What to work on:
Output, exactly as written, the lines below from the one that has "ring dip: (224, 161)" through the one that has "index tip: (490, 182)"; nothing else, and no pictures.

Pictured people or hands with joints:
============================================================

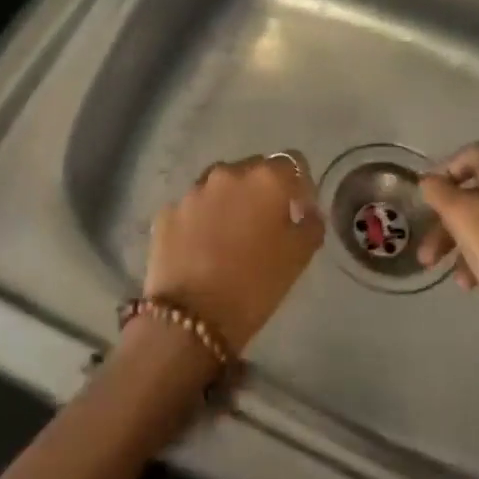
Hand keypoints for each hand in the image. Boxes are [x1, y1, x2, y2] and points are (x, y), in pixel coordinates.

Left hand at [144, 152, 323, 353]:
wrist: (192, 317)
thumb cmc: (255, 286)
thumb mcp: (298, 258)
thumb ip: (310, 225)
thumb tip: (307, 212)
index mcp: (266, 179)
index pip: (292, 161)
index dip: (300, 184)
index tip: (299, 210)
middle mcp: (228, 174)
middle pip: (254, 169)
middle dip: (263, 190)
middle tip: (265, 223)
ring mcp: (193, 191)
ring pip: (219, 185)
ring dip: (230, 200)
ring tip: (230, 233)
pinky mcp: (167, 211)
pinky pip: (193, 207)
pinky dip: (201, 219)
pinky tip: (202, 246)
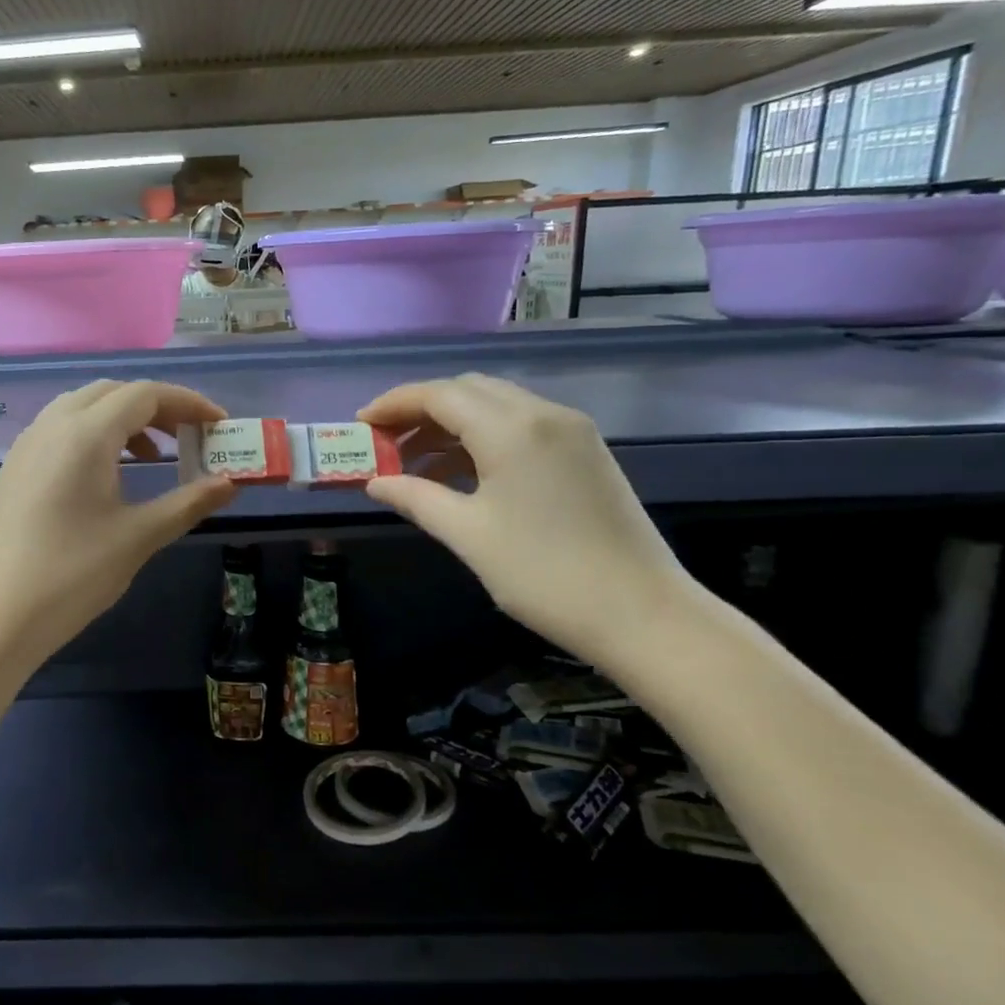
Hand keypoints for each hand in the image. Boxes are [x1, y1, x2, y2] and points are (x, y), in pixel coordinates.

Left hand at [0, 380, 236, 669]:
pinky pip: (61, 429)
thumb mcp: (139, 537)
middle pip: (113, 393)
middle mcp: (52, 425)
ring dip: (124, 419)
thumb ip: (189, 503)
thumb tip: (231, 484)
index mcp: (85, 434)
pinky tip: (107, 476)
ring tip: (152, 458)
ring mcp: (27, 445)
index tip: (219, 424)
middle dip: (157, 407)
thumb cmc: (73, 574)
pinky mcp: (14, 467)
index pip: (145, 395)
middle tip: (189, 438)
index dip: (188, 403)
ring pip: (83, 407)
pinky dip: (94, 435)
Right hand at [359, 373, 696, 665]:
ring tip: (416, 462)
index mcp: (512, 429)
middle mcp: (544, 413)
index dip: (394, 403)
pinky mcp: (585, 451)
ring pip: (496, 404)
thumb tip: (375, 482)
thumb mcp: (468, 535)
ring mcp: (571, 430)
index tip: (361, 423)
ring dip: (452, 423)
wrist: (643, 614)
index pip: (439, 394)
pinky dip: (483, 436)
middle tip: (387, 442)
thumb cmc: (544, 574)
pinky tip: (463, 472)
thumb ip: (416, 498)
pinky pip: (522, 424)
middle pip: (468, 389)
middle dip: (421, 408)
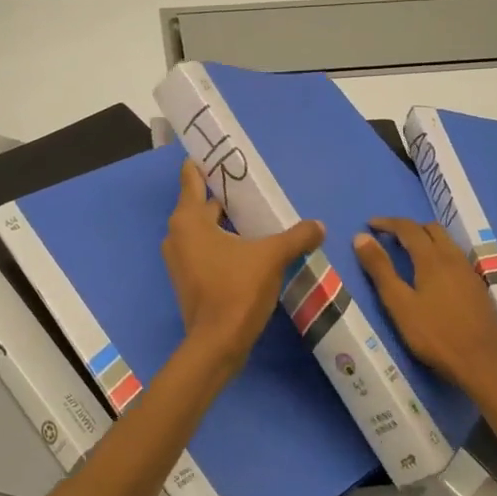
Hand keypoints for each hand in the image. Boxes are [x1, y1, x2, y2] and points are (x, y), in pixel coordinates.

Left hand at [162, 158, 324, 373]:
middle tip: (253, 186)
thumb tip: (319, 225)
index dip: (203, 163)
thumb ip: (296, 236)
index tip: (219, 151)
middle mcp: (177, 234)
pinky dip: (223, 243)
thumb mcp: (271, 257)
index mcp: (189, 220)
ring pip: (204, 229)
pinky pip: (205, 249)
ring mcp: (180, 259)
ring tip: (256, 215)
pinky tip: (249, 247)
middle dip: (225, 195)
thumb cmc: (237, 290)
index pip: (191, 178)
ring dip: (226, 222)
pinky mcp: (189, 278)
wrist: (216, 344)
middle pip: (201, 204)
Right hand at [354, 218, 496, 390]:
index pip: (408, 228)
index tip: (370, 224)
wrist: (483, 364)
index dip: (388, 223)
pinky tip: (434, 276)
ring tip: (409, 254)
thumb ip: (380, 269)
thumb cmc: (434, 335)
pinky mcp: (478, 288)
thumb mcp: (399, 303)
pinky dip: (440, 254)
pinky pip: (456, 258)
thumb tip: (361, 237)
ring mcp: (470, 273)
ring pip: (447, 243)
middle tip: (389, 238)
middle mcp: (454, 258)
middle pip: (432, 229)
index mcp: (432, 259)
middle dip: (409, 228)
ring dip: (426, 239)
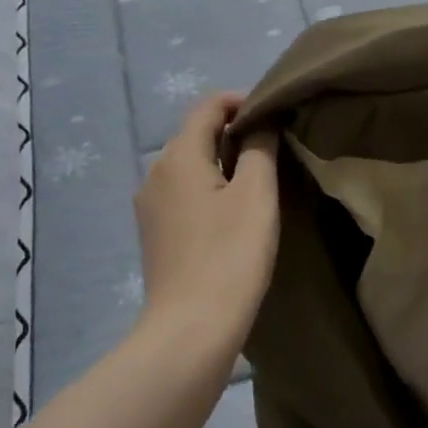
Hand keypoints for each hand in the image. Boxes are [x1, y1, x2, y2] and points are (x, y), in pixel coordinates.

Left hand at [133, 92, 278, 357]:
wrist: (192, 326)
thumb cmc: (231, 254)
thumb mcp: (257, 194)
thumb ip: (259, 148)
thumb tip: (261, 121)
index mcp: (178, 156)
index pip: (208, 106)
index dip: (242, 101)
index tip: (277, 114)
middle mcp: (154, 173)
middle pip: (196, 135)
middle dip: (235, 132)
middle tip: (276, 146)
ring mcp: (150, 206)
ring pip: (190, 166)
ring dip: (224, 161)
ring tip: (261, 178)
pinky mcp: (155, 233)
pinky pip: (185, 193)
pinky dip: (211, 187)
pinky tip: (235, 211)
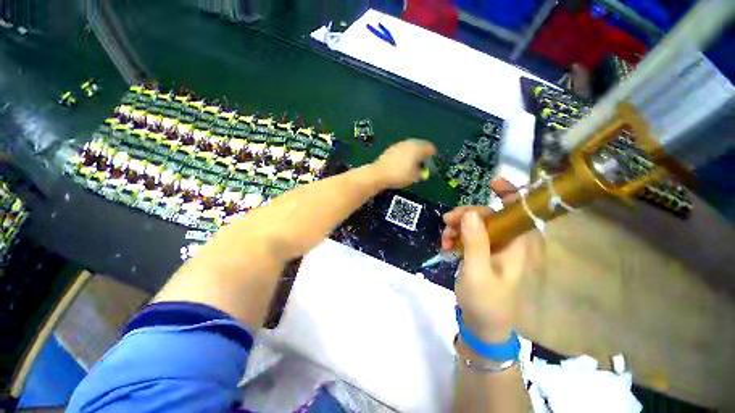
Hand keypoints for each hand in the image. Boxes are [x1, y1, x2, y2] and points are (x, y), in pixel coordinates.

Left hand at [370, 139, 436, 188]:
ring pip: (411, 147)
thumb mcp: (414, 177)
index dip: (433, 156)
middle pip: (421, 145)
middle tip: (424, 163)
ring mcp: (399, 145)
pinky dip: (406, 154)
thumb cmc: (398, 175)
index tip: (433, 162)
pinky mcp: (391, 148)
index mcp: (417, 148)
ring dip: (414, 154)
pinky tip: (403, 164)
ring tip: (414, 164)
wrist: (379, 174)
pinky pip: (403, 149)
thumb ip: (422, 172)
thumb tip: (424, 171)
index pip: (430, 148)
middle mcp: (409, 143)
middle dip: (423, 154)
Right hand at [443, 179, 541, 341]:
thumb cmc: (486, 302)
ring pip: (475, 225)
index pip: (519, 212)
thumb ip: (476, 243)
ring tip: (444, 240)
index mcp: (517, 246)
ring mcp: (492, 248)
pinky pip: (467, 236)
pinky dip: (455, 237)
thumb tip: (472, 213)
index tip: (490, 182)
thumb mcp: (478, 272)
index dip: (509, 194)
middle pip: (489, 216)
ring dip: (457, 227)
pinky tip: (445, 246)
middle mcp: (507, 243)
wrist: (481, 325)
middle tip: (447, 221)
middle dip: (466, 215)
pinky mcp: (480, 253)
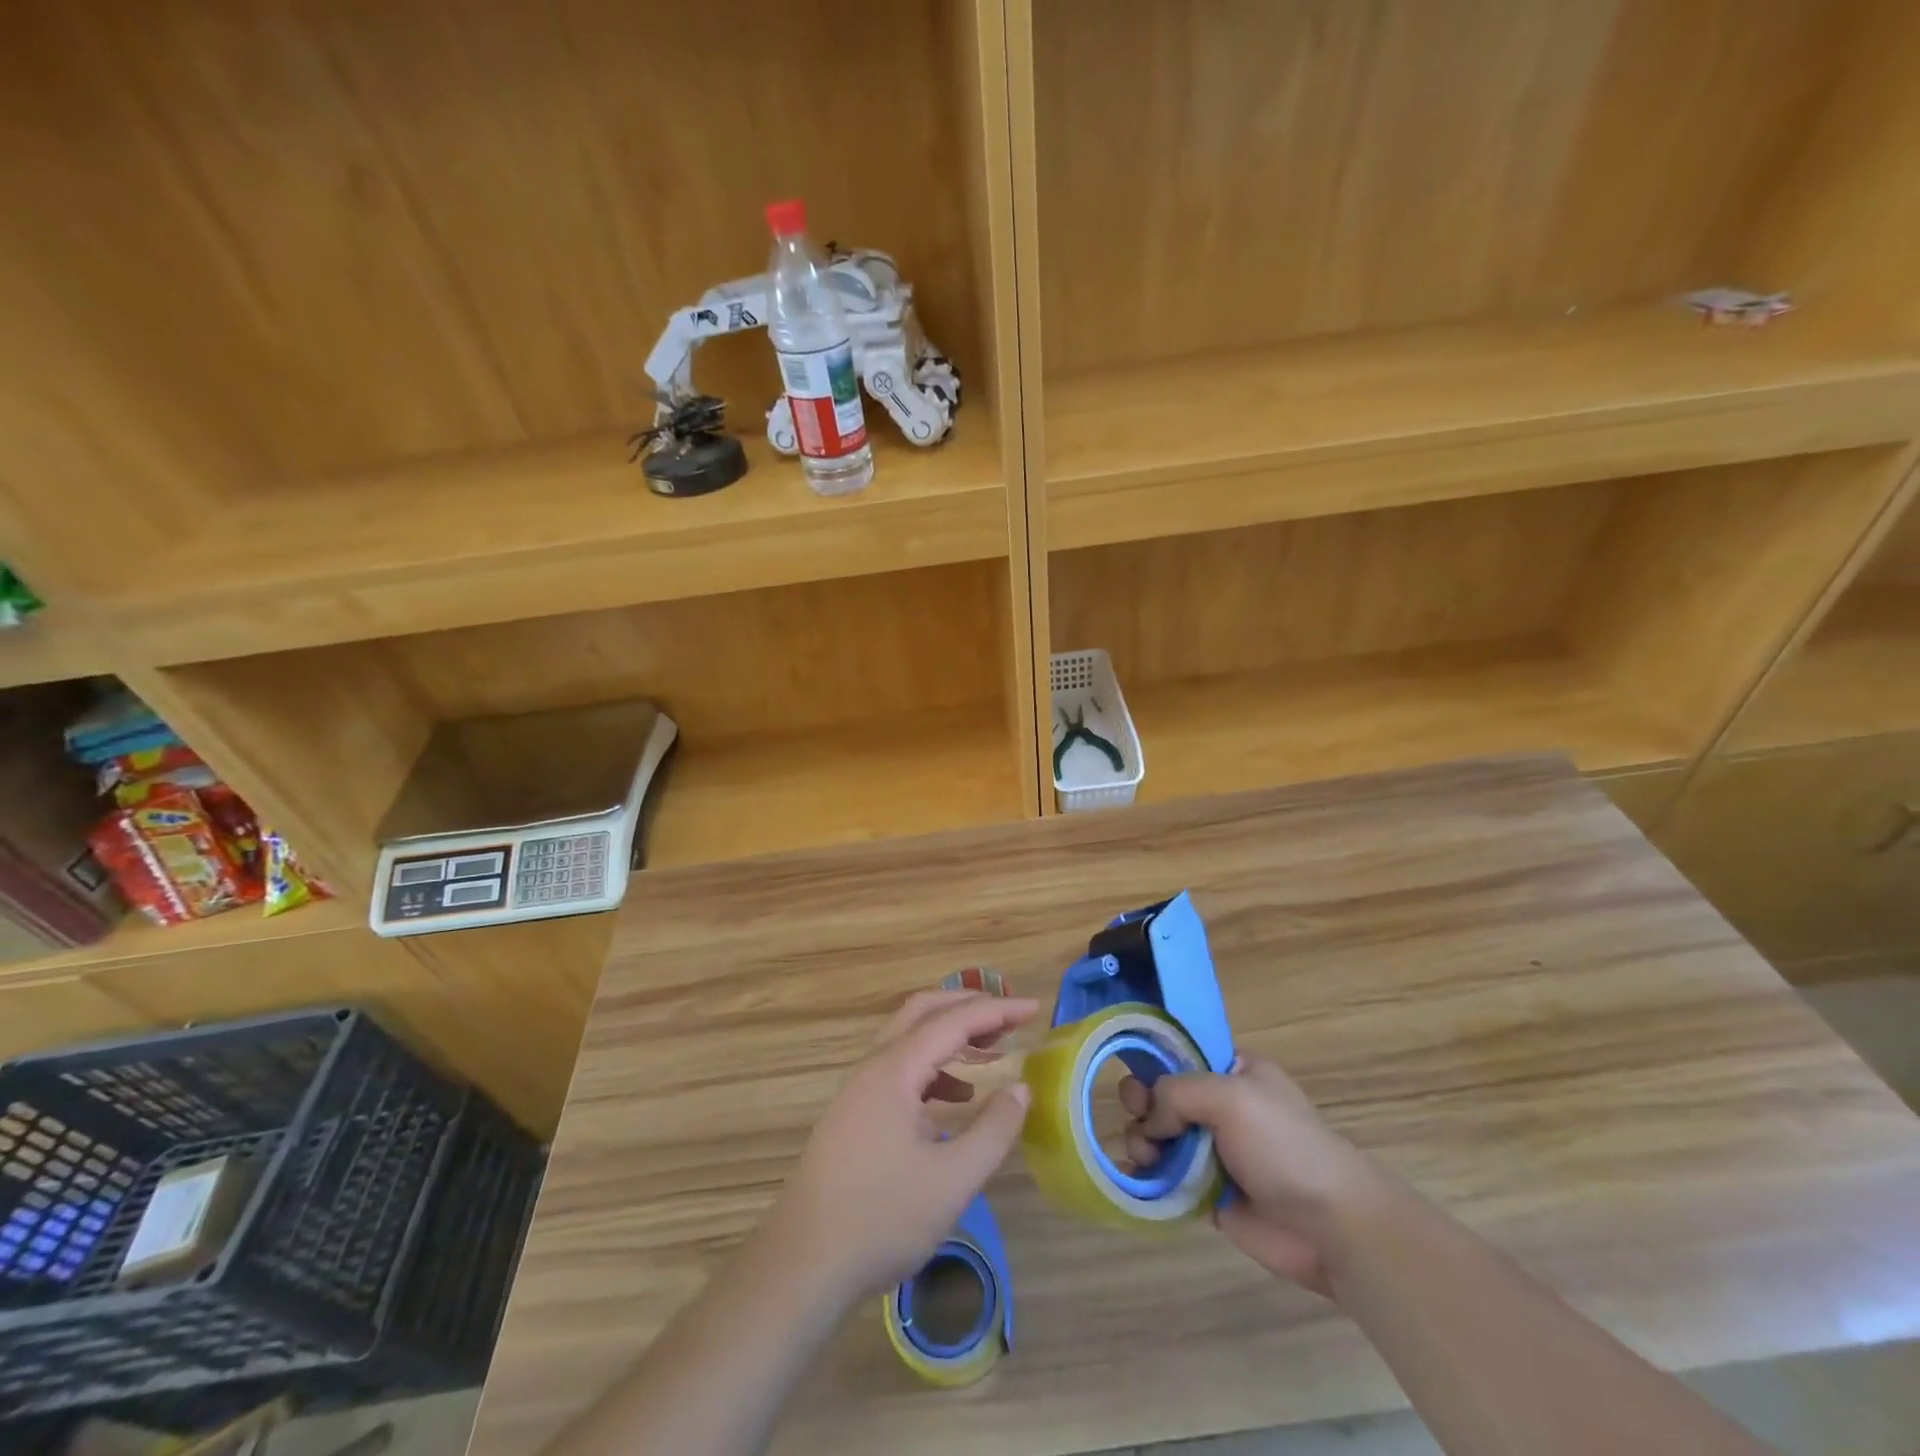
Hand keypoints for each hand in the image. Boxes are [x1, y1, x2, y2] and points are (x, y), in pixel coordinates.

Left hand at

============================================================

Output below:
ring dip: (224, 161)
ring tip: (261, 178)
pinky mcp: (155, 233)
pinky pip: (185, 193)
pinky dip: (211, 187)
pinky tip: (235, 211)
Hand keypoints for each hand in the image. Boxes are [x1, y1, x2, y2] and points are (x, y), in pixel coordinates.

Left hand at [370, 139, 436, 188]:
ring pip: (411, 147)
thumb mcp: (414, 177)
index dip: (433, 156)
middle pip: (421, 145)
middle tip: (424, 163)
ring mcp: (399, 145)
pinky dip: (406, 154)
thumb cmc: (398, 175)
index tip: (433, 162)
pinky mcp: (391, 148)
index mcp: (417, 148)
ring dip: (414, 154)
pinky tip: (403, 164)
ring tip: (414, 164)
wrist: (379, 174)
pinky pip: (403, 149)
thumb ip: (422, 172)
thumb tip: (424, 171)
index pip: (430, 148)
middle mcp: (409, 143)
middle dip: (423, 154)
Right hand at [443, 179, 541, 341]:
thumb cmc: (486, 302)
ring pip: (475, 225)
index pip: (519, 212)
thumb ip: (476, 243)
ring tip: (444, 240)
index mcp: (517, 246)
ring mcp: (492, 248)
pinky pip: (467, 236)
pinky dip: (455, 237)
thumb tip: (472, 213)
index tip: (490, 182)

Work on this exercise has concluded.